■ ASSIGNMENT: Count the lines below that hold the word "范大里街" and say how many, with no other text.

EXERCISE DATA section start

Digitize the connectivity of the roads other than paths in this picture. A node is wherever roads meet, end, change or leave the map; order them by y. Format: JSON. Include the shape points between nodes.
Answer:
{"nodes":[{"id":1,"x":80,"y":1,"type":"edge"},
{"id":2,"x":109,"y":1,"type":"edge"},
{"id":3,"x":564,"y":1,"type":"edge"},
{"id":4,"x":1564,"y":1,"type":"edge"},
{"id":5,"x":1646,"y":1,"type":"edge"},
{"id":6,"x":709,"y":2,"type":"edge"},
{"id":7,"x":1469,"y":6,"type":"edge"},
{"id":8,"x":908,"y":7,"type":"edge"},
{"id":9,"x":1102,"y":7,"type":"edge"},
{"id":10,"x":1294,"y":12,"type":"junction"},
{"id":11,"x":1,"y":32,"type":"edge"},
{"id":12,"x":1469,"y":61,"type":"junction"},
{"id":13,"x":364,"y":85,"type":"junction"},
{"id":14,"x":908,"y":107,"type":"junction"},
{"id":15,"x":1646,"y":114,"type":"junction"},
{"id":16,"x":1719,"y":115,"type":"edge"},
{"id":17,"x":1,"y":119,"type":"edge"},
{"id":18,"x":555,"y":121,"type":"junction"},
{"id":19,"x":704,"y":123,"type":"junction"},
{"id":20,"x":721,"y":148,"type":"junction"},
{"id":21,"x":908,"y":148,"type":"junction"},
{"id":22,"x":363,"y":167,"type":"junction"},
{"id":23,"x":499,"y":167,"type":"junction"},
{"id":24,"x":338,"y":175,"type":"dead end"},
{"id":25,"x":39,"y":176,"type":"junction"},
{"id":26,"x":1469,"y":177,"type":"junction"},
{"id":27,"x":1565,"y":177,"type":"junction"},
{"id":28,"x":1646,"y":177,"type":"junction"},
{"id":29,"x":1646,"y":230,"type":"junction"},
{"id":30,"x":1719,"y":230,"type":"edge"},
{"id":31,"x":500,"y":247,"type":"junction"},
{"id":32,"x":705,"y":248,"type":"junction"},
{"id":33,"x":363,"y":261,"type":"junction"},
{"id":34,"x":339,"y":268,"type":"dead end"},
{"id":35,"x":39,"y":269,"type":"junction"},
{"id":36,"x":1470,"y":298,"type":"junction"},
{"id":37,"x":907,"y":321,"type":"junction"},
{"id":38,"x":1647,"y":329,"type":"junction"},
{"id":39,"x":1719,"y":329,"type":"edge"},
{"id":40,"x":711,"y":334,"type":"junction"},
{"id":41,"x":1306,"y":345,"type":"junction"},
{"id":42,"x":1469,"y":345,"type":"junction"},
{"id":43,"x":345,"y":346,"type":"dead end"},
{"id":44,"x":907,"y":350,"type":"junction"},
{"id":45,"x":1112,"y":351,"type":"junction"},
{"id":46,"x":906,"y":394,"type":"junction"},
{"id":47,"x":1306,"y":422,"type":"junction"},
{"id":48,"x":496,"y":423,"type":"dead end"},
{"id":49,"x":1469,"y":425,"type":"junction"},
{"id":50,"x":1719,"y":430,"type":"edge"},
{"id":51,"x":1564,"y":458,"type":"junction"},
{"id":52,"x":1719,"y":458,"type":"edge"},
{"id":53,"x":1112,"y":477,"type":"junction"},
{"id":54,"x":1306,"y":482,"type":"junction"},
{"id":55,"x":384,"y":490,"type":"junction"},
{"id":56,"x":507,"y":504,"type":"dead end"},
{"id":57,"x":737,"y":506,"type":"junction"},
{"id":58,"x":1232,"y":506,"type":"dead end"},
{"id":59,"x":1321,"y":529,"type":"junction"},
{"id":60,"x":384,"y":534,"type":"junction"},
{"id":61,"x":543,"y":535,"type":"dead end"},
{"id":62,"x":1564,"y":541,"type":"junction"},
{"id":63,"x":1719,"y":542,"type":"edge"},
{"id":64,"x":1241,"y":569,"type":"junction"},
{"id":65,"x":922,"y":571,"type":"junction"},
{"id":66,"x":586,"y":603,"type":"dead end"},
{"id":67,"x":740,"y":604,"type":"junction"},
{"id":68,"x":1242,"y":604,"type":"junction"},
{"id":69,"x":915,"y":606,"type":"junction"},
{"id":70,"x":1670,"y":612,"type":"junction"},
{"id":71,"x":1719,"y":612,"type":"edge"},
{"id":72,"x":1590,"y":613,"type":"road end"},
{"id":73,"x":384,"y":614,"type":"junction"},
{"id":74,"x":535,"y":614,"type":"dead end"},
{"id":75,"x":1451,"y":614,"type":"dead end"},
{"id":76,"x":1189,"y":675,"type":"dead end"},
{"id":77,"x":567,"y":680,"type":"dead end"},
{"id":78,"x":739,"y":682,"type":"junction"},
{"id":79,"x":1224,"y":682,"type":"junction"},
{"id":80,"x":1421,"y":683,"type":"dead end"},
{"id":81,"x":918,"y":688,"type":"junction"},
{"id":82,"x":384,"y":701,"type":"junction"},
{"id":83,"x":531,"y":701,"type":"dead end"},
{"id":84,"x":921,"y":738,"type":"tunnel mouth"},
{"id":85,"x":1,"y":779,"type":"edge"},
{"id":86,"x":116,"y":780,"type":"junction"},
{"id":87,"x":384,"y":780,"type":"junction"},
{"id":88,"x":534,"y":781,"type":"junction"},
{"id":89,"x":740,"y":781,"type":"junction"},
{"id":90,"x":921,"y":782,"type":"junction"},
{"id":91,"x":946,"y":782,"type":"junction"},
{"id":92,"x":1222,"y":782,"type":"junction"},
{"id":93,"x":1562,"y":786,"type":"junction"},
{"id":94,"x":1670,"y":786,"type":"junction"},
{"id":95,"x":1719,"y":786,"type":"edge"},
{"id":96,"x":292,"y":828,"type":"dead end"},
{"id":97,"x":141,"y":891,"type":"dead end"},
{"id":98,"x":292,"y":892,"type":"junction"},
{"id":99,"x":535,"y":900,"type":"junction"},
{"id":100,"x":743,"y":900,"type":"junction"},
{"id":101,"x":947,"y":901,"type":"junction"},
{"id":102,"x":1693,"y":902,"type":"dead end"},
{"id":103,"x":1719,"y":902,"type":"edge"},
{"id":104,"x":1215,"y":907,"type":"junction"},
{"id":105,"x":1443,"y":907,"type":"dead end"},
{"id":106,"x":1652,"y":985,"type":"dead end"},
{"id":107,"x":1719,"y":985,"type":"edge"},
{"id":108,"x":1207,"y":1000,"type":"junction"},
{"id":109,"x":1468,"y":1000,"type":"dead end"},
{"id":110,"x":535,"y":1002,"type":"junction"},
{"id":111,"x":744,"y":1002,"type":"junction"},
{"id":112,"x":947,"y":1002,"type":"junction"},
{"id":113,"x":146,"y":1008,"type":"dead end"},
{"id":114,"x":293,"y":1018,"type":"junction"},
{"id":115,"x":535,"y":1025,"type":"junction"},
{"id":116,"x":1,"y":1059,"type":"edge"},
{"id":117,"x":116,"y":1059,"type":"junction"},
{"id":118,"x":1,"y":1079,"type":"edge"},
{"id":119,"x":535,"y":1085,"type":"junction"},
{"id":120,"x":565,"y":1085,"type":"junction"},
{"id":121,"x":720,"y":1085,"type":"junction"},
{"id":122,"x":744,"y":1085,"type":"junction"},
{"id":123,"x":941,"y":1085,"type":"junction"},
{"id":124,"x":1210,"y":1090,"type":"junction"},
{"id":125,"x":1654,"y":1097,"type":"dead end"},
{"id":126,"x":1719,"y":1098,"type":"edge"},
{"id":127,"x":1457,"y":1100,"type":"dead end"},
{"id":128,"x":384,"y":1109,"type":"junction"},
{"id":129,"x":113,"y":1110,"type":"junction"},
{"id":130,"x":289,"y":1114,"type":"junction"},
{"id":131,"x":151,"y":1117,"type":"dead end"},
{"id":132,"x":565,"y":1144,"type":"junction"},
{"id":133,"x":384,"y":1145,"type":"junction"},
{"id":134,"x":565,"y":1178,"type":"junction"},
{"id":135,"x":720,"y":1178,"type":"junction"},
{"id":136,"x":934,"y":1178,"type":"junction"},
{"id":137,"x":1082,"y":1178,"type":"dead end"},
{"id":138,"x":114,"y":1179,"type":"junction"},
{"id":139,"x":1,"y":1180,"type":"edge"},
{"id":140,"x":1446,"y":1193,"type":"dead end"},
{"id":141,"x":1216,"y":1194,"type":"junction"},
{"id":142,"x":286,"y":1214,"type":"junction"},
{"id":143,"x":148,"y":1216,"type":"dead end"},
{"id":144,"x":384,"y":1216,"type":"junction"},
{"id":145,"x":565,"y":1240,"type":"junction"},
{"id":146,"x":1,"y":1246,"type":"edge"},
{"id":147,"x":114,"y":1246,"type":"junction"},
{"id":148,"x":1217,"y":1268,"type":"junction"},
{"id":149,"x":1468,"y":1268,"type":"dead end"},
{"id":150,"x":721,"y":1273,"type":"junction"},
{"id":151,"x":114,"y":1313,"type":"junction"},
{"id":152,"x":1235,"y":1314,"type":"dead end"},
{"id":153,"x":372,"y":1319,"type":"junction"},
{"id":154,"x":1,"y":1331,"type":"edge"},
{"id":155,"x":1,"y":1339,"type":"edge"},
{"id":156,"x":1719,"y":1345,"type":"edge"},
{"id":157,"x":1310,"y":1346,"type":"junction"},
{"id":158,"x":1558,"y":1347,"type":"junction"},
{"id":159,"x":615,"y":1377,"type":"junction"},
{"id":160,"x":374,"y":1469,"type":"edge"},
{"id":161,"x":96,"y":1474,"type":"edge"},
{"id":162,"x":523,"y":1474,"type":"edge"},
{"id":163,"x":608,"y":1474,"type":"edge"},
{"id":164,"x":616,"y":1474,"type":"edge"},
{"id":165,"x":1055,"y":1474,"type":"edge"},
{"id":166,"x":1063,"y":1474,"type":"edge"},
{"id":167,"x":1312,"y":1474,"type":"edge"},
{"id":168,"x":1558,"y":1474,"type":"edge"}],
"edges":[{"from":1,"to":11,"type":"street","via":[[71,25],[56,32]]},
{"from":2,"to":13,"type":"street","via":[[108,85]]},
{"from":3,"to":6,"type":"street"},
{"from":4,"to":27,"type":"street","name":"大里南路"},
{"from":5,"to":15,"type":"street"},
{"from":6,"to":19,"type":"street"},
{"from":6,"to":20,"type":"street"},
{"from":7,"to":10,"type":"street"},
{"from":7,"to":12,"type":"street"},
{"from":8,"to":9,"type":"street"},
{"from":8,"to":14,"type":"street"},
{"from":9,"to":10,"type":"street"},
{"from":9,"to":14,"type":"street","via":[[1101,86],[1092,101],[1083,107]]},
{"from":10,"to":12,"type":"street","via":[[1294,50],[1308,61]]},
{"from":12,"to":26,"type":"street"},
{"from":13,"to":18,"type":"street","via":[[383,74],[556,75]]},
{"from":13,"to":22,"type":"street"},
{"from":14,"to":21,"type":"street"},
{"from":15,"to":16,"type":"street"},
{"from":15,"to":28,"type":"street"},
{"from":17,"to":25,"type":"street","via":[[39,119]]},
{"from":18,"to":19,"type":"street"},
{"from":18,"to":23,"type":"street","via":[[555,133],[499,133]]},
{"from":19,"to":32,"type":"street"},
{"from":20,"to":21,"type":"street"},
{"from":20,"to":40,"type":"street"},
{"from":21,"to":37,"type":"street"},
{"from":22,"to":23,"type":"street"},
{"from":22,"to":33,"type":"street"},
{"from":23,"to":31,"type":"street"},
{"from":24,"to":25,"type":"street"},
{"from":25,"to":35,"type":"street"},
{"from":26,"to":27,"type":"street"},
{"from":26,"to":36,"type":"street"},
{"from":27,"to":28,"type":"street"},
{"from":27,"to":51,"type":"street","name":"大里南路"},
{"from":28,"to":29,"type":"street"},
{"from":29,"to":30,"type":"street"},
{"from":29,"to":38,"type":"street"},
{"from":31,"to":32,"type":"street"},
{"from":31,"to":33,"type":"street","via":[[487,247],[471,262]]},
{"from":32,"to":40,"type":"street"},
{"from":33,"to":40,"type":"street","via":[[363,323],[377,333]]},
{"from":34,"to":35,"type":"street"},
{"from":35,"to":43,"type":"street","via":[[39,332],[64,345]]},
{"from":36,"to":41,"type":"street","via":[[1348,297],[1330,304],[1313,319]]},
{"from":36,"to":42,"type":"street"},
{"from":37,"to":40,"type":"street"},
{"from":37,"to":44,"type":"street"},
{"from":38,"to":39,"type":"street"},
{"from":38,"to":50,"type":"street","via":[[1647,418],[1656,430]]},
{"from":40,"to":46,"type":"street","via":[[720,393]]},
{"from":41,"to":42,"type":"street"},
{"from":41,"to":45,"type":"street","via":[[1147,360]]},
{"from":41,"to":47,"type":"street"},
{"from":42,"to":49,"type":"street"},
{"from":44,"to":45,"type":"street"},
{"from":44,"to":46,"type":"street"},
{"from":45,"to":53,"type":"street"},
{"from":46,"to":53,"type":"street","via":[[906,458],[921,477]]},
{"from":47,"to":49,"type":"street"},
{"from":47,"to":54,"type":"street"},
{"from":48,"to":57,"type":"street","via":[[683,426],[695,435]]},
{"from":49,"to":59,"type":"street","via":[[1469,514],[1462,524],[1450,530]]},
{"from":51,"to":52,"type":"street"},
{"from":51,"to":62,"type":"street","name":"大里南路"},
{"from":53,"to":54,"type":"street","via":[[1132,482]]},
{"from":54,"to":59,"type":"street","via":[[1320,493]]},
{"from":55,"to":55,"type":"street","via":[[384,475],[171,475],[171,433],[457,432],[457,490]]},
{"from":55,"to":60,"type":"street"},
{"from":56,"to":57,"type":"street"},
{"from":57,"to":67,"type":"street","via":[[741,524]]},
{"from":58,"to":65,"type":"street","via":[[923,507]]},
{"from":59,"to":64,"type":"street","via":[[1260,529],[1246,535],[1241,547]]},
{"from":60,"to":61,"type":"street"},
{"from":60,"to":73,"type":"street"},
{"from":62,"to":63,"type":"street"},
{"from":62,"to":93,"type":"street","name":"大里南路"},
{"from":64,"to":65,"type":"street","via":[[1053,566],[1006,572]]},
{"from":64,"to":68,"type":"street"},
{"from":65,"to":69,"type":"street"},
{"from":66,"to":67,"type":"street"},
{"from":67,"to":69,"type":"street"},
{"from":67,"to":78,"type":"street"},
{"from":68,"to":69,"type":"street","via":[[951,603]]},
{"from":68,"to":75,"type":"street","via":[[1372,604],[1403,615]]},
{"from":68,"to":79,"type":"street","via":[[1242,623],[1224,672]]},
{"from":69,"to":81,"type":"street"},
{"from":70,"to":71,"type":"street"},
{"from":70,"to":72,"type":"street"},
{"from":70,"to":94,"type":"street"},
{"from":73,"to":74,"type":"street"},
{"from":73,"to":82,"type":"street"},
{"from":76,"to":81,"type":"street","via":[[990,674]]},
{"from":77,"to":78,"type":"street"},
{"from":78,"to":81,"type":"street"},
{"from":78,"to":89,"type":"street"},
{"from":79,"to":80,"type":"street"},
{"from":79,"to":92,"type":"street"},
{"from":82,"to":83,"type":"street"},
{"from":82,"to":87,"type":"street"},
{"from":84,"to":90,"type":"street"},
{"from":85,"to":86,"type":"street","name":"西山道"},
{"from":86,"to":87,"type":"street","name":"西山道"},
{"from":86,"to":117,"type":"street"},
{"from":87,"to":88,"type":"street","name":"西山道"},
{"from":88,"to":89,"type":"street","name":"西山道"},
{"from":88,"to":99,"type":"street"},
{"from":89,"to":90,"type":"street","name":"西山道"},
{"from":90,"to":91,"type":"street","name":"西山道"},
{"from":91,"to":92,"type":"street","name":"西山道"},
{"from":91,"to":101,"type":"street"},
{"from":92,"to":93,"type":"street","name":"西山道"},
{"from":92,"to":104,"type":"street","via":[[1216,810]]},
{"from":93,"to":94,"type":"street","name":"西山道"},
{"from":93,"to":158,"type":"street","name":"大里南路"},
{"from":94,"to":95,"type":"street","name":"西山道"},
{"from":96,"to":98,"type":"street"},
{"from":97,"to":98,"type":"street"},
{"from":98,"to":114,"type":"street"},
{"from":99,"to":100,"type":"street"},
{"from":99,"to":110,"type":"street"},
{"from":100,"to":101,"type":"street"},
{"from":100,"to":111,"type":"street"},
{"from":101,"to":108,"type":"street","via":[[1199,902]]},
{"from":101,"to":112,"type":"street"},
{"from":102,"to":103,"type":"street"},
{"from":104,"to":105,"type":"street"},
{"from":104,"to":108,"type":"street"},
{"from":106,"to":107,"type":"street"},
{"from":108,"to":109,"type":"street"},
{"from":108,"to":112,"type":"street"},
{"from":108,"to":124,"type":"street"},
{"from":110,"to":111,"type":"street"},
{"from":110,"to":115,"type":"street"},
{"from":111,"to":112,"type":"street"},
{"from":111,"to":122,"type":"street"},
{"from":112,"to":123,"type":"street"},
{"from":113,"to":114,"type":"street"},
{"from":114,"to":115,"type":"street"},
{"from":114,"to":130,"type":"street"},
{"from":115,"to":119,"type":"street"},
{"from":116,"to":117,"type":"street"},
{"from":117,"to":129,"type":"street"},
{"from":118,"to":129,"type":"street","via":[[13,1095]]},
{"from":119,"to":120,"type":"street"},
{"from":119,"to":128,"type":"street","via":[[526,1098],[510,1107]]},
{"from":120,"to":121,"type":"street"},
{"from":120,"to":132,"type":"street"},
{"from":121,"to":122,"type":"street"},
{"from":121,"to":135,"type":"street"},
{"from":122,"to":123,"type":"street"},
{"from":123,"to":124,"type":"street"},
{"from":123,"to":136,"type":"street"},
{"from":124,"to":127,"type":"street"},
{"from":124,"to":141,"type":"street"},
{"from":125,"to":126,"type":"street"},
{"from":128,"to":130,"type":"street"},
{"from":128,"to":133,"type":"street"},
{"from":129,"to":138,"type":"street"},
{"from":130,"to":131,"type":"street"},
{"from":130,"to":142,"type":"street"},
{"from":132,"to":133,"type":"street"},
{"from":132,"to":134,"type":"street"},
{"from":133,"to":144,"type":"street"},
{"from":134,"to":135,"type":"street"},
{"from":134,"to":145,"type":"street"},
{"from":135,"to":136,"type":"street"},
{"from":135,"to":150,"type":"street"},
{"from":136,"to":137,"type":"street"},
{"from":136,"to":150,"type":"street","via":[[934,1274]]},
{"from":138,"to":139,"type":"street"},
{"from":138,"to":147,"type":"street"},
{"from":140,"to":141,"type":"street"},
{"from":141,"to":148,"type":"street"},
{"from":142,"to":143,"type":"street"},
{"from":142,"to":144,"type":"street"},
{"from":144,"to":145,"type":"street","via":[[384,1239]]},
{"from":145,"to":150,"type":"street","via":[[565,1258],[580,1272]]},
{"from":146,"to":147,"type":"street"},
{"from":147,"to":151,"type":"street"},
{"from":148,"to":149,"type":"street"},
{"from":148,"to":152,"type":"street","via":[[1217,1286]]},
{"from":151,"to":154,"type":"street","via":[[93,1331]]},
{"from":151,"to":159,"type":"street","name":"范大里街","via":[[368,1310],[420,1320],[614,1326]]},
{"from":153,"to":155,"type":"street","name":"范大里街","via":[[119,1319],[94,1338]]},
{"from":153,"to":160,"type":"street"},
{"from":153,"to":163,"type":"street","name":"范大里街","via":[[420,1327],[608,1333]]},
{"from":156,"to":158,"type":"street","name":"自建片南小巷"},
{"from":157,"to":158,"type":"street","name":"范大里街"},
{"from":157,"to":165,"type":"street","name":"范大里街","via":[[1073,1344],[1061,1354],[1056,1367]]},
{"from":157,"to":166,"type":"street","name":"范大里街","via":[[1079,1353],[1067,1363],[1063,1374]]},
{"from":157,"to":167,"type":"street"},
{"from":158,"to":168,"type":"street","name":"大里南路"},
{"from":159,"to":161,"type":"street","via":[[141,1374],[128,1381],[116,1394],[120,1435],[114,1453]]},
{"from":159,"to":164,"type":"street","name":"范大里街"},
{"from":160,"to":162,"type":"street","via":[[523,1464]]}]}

EXERCISE DATA section end

■ TASK ANSWER: 7